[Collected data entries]
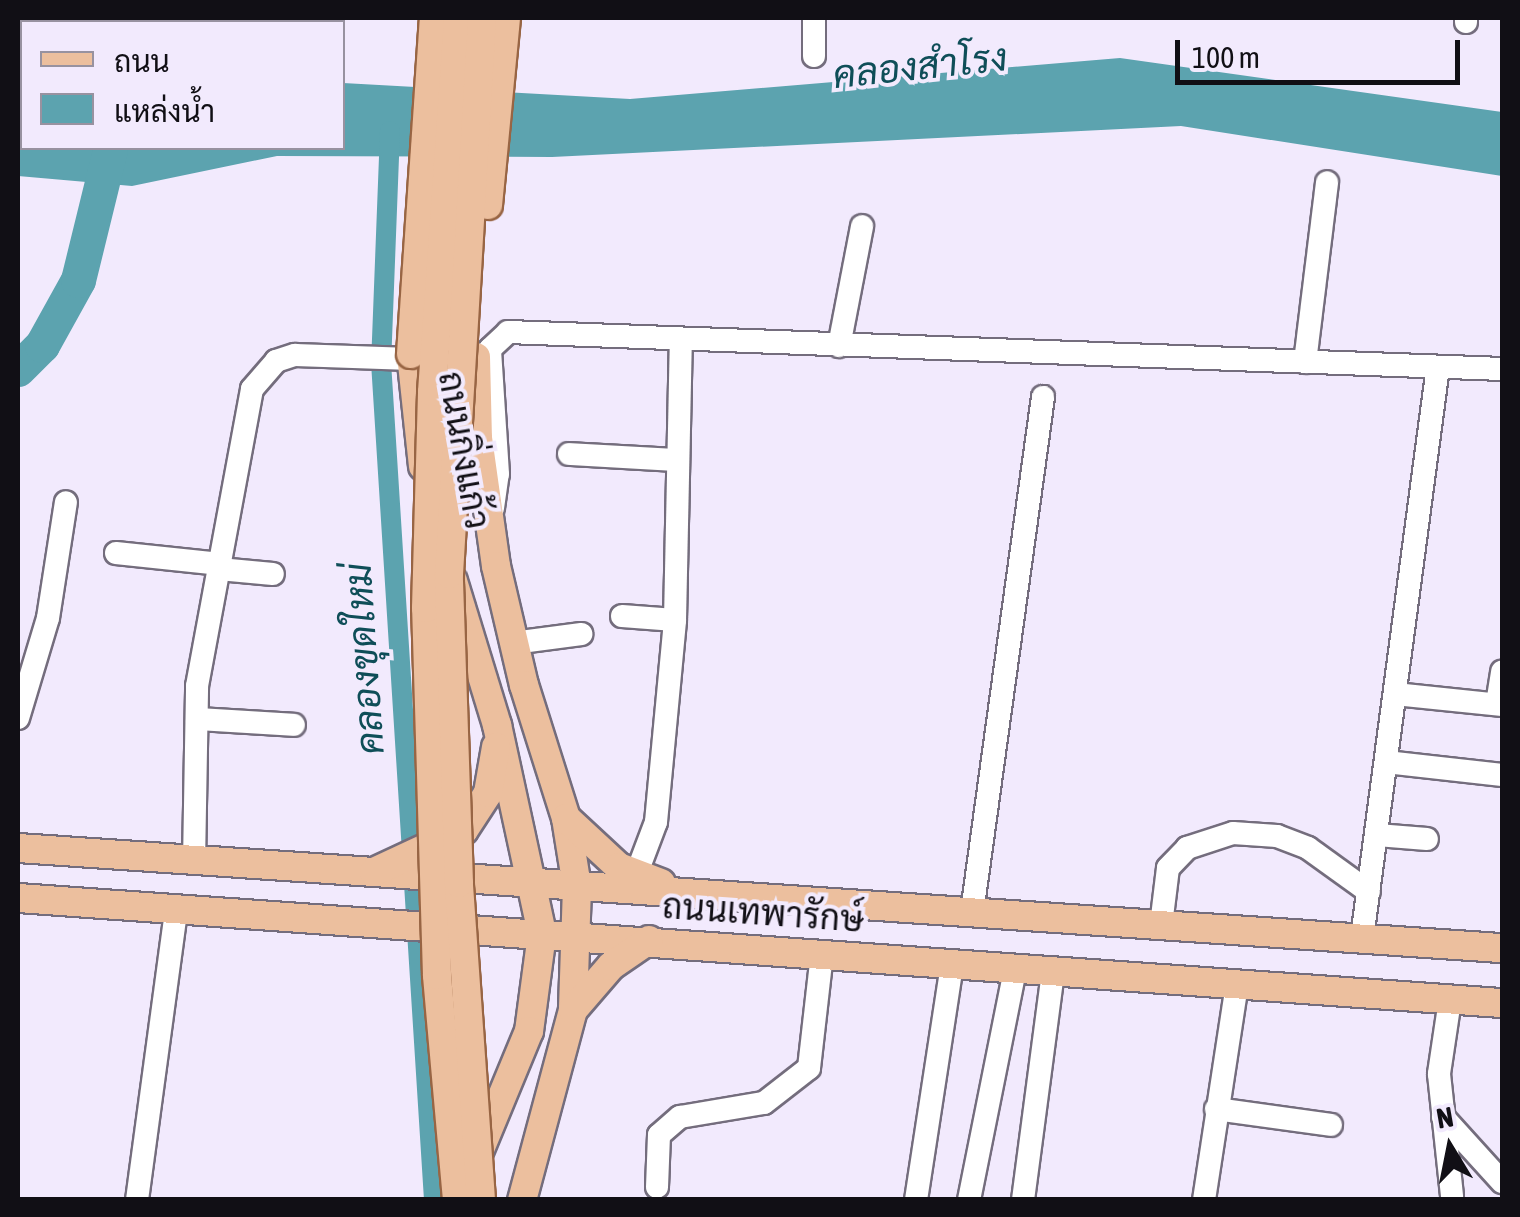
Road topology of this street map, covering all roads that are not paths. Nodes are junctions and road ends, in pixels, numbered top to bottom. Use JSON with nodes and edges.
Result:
{"nodes":[{"id":1,"x":432,"y":18,"type":"edge"},
{"id":2,"x":458,"y":18,"type":"edge"},
{"id":3,"x":482,"y":18,"type":"edge"},
{"id":4,"x":506,"y":18,"type":"edge"},
{"id":5,"x":522,"y":18,"type":"edge"},
{"id":6,"x":814,"y":18,"type":"edge"},
{"id":7,"x":814,"y":56,"type":"dead end"},
{"id":8,"x":1327,"y":182,"type":"dead end"},
{"id":9,"x":862,"y":226,"type":"dead end"},
{"id":10,"x":681,"y":340,"type":"junction"},
{"id":11,"x":840,"y":346,"type":"junction"},
{"id":12,"x":404,"y":357,"type":"junction"},
{"id":13,"x":1306,"y":362,"type":"junction"},
{"id":14,"x":1438,"y":367,"type":"junction"},
{"id":15,"x":1502,"y":369,"type":"edge"},
{"id":16,"x":1043,"y":397,"type":"dead end"},
{"id":17,"x":569,"y":454,"type":"dead end"},
{"id":18,"x":678,"y":460,"type":"junction"},
{"id":19,"x":66,"y":502,"type":"dead end"},
{"id":20,"x":487,"y":520,"type":"junction"},
{"id":21,"x":116,"y":553,"type":"dead end"},
{"id":22,"x":220,"y":566,"type":"junction"},
{"id":23,"x":273,"y":574,"type":"dead end"},
{"id":24,"x":622,"y":616,"type":"dead end"},
{"id":25,"x":675,"y":620,"type":"junction"},
{"id":26,"x":581,"y":634,"type":"dead end"},
{"id":27,"x":513,"y":643,"type":"junction"},
{"id":28,"x":1502,"y":671,"type":"edge"},
{"id":29,"x":1395,"y":694,"type":"junction"},
{"id":30,"x":1500,"y":704,"type":"edge"},
{"id":31,"x":18,"y":718,"type":"edge"},
{"id":32,"x":196,"y":719,"type":"junction"},
{"id":33,"x":294,"y":725,"type":"dead end"},
{"id":34,"x":497,"y":725,"type":"junction"},
{"id":35,"x":1386,"y":762,"type":"junction"},
{"id":36,"x":1502,"y":774,"type":"edge"},
{"id":37,"x":566,"y":818,"type":"junction"},
{"id":38,"x":1377,"y":834,"type":"junction"},
{"id":39,"x":1427,"y":839,"type":"dead end"},
{"id":40,"x":18,"y":848,"type":"edge"},
{"id":41,"x":194,"y":863,"type":"junction"},
{"id":42,"x":366,"y":875,"type":"junction"},
{"id":43,"x":636,"y":875,"type":"junction"},
{"id":44,"x":521,"y":884,"type":"junction"},
{"id":45,"x":577,"y":887,"type":"junction"},
{"id":46,"x":1369,"y":892,"type":"junction"},
{"id":47,"x":700,"y":896,"type":"junction"},
{"id":48,"x":18,"y":898,"type":"edge"},
{"id":49,"x":176,"y":910,"type":"junction"},
{"id":50,"x":972,"y":912,"type":"junction"},
{"id":51,"x":1162,"y":925,"type":"junction"},
{"id":52,"x":500,"y":932,"type":"junction"},
{"id":53,"x":542,"y":934,"type":"junction"},
{"id":54,"x":577,"y":936,"type":"junction"},
{"id":55,"x":1362,"y":938,"type":"junction"},
{"id":56,"x":650,"y":940,"type":"junction"},
{"id":57,"x":1502,"y":948,"type":"edge"},
{"id":58,"x":822,"y":954,"type":"junction"},
{"id":59,"x":952,"y":964,"type":"junction"},
{"id":60,"x":1015,"y":969,"type":"junction"},
{"id":61,"x":1054,"y":972,"type":"junction"},
{"id":62,"x":1237,"y":985,"type":"junction"},
{"id":63,"x":537,"y":992,"type":"junction"},
{"id":64,"x":1450,"y":1000,"type":"junction"},
{"id":65,"x":1502,"y":1004,"type":"edge"},
{"id":66,"x":574,"y":1010,"type":"junction"},
{"id":67,"x":1216,"y":1109,"type":"junction"},
{"id":68,"x":1443,"y":1117,"type":"junction"},
{"id":69,"x":1331,"y":1124,"type":"dead end"},
{"id":70,"x":1502,"y":1182,"type":"edge"},
{"id":71,"x":658,"y":1187,"type":"dead end"},
{"id":72,"x":1452,"y":1196,"type":"dead end"},
{"id":73,"x":137,"y":1200,"type":"edge"},
{"id":74,"x":460,"y":1200,"type":"edge"},
{"id":75,"x":482,"y":1200,"type":"edge"},
{"id":76,"x":522,"y":1200,"type":"edge"},
{"id":77,"x":916,"y":1200,"type":"edge"},
{"id":78,"x":968,"y":1200,"type":"edge"},
{"id":79,"x":1023,"y":1200,"type":"edge"},
{"id":80,"x":1204,"y":1200,"type":"edge"}],
"edges":[{"from":1,"to":5,"type":"main road"},
{"from":1,"to":12,"type":"main road","name":"ถนนกิ่งแก้ว","bridge":true},
{"from":2,"to":74,"type":"main road","bridge":true},
{"from":3,"to":75,"type":"main road","bridge":true},
{"from":4,"to":20,"type":"main road","name":"ถนนกิ่งแก้ว","bridge":true},
{"from":6,"to":7,"type":"street"},
{"from":8,"to":13,"type":"street"},
{"from":9,"to":11,"type":"street"},
{"from":10,"to":11,"type":"street"},
{"from":10,"to":18,"type":"street"},
{"from":10,"to":20,"type":"street"},
{"from":11,"to":13,"type":"street"},
{"from":12,"to":22,"type":"street"},
{"from":12,"to":34,"type":"main road","name":"ถนนกิ่งแก้ว"},
{"from":13,"to":14,"type":"street"},
{"from":14,"to":15,"type":"street"},
{"from":14,"to":29,"type":"street"},
{"from":16,"to":50,"type":"street"},
{"from":17,"to":18,"type":"street"},
{"from":18,"to":25,"type":"street"},
{"from":19,"to":31,"type":"street"},
{"from":20,"to":27,"type":"main road","name":"ถนนกิ่งแก้ว"},
{"from":21,"to":22,"type":"street"},
{"from":22,"to":23,"type":"street"},
{"from":22,"to":32,"type":"street"},
{"from":24,"to":25,"type":"street"},
{"from":25,"to":43,"type":"street"},
{"from":26,"to":27,"type":"street"},
{"from":27,"to":37,"type":"main road","name":"ถนนกิ่งแก้ว"},
{"from":28,"to":30,"type":"street"},
{"from":29,"to":30,"type":"street"},
{"from":29,"to":35,"type":"street"},
{"from":32,"to":33,"type":"street"},
{"from":32,"to":41,"type":"street"},
{"from":34,"to":42,"type":"main road"},
{"from":34,"to":44,"type":"main road","name":"ถนนกิ่งแก้ว"},
{"from":35,"to":36,"type":"street"},
{"from":35,"to":38,"type":"street"},
{"from":37,"to":43,"type":"main road"},
{"from":37,"to":45,"type":"main road","name":"ถนนกิ่งแก้ว"},
{"from":38,"to":39,"type":"street"},
{"from":38,"to":46,"type":"street"},
{"from":40,"to":41,"type":"main road","name":"ถนนเทพารักษ์"},
{"from":41,"to":42,"type":"main road","name":"ถนนเทพารักษ์"},
{"from":42,"to":44,"type":"main road","name":"ถนนเทพารักษ์","bridge":true},
{"from":43,"to":47,"type":"main road"},
{"from":44,"to":45,"type":"main road","name":"ถนนเทพารักษ์"},
{"from":44,"to":53,"type":"main road","name":"ถนนกิ่งแก้ว"},
{"from":45,"to":47,"type":"main road","name":"ถนนเทพารักษ์"},
{"from":45,"to":54,"type":"main road","name":"ถนนกิ่งแก้ว"},
{"from":46,"to":51,"type":"street"},
{"from":46,"to":55,"type":"street"},
{"from":47,"to":50,"type":"main road","name":"ถนนเทพารักษ์"},
{"from":48,"to":49,"type":"main road","name":"ถนนเทพารักษ์"},
{"from":49,"to":52,"type":"main road","name":"ถนนเทพารักษ์","bridge":true},
{"from":49,"to":73,"type":"street"},
{"from":50,"to":51,"type":"main road","name":"ถนนเทพารักษ์"},
{"from":51,"to":55,"type":"main road","name":"ถนนเทพารักษ์"},
{"from":52,"to":53,"type":"main road","name":"ถนนเทพารักษ์"},
{"from":52,"to":63,"type":"main road"},
{"from":53,"to":54,"type":"main road","name":"ถนนเทพารักษ์"},
{"from":53,"to":63,"type":"main road","name":"ถนนกิ่งแก้ว"},
{"from":54,"to":56,"type":"main road","name":"ถนนเทพารักษ์"},
{"from":54,"to":66,"type":"main road","name":"ถนนกิ่งแก้ว"},
{"from":55,"to":57,"type":"main road","name":"ถนนเทพารักษ์"},
{"from":56,"to":58,"type":"main road","name":"ถนนเทพารักษ์"},
{"from":56,"to":66,"type":"main road"},
{"from":58,"to":59,"type":"main road","name":"ถนนเทพารักษ์"},
{"from":58,"to":71,"type":"street"},
{"from":59,"to":60,"type":"main road","name":"ถนนเทพารักษ์"},
{"from":59,"to":77,"type":"street"},
{"from":60,"to":61,"type":"main road","name":"ถนนเทพารักษ์"},
{"from":60,"to":78,"type":"street"},
{"from":61,"to":62,"type":"main road","name":"ถนนเทพารักษ์"},
{"from":61,"to":79,"type":"street"},
{"from":62,"to":64,"type":"main road","name":"ถนนเทพารักษ์"},
{"from":62,"to":67,"type":"street"},
{"from":63,"to":74,"type":"main road","name":"ถนนกิ่งแก้ว","bridge":true},
{"from":64,"to":65,"type":"main road","name":"ถนนเทพารักษ์"},
{"from":64,"to":68,"type":"street"},
{"from":66,"to":76,"type":"main road"},
{"from":67,"to":69,"type":"street"},
{"from":67,"to":80,"type":"street"},
{"from":68,"to":70,"type":"street"},
{"from":68,"to":72,"type":"street"}]}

Assigned task
Above are the records. Copy every line in them holding "ถนนก".

Problem solution
{"from":1,"to":12,"type":"main road","name":"ถนนกิ่งแก้ว","bridge":true},
{"from":4,"to":20,"type":"main road","name":"ถนนกิ่งแก้ว","bridge":true},
{"from":12,"to":34,"type":"main road","name":"ถนนกิ่งแก้ว"},
{"from":20,"to":27,"type":"main road","name":"ถนนกิ่งแก้ว"},
{"from":27,"to":37,"type":"main road","name":"ถนนกิ่งแก้ว"},
{"from":34,"to":44,"type":"main road","name":"ถนนกิ่งแก้ว"},
{"from":37,"to":45,"type":"main road","name":"ถนนกิ่งแก้ว"},
{"from":44,"to":53,"type":"main road","name":"ถนนกิ่งแก้ว"},
{"from":45,"to":54,"type":"main road","name":"ถนนกิ่งแก้ว"},
{"from":53,"to":63,"type":"main road","name":"ถนนกิ่งแก้ว"},
{"from":54,"to":66,"type":"main road","name":"ถนนกิ่งแก้ว"},
{"from":63,"to":74,"type":"main road","name":"ถนนกิ่งแก้ว","bridge":true},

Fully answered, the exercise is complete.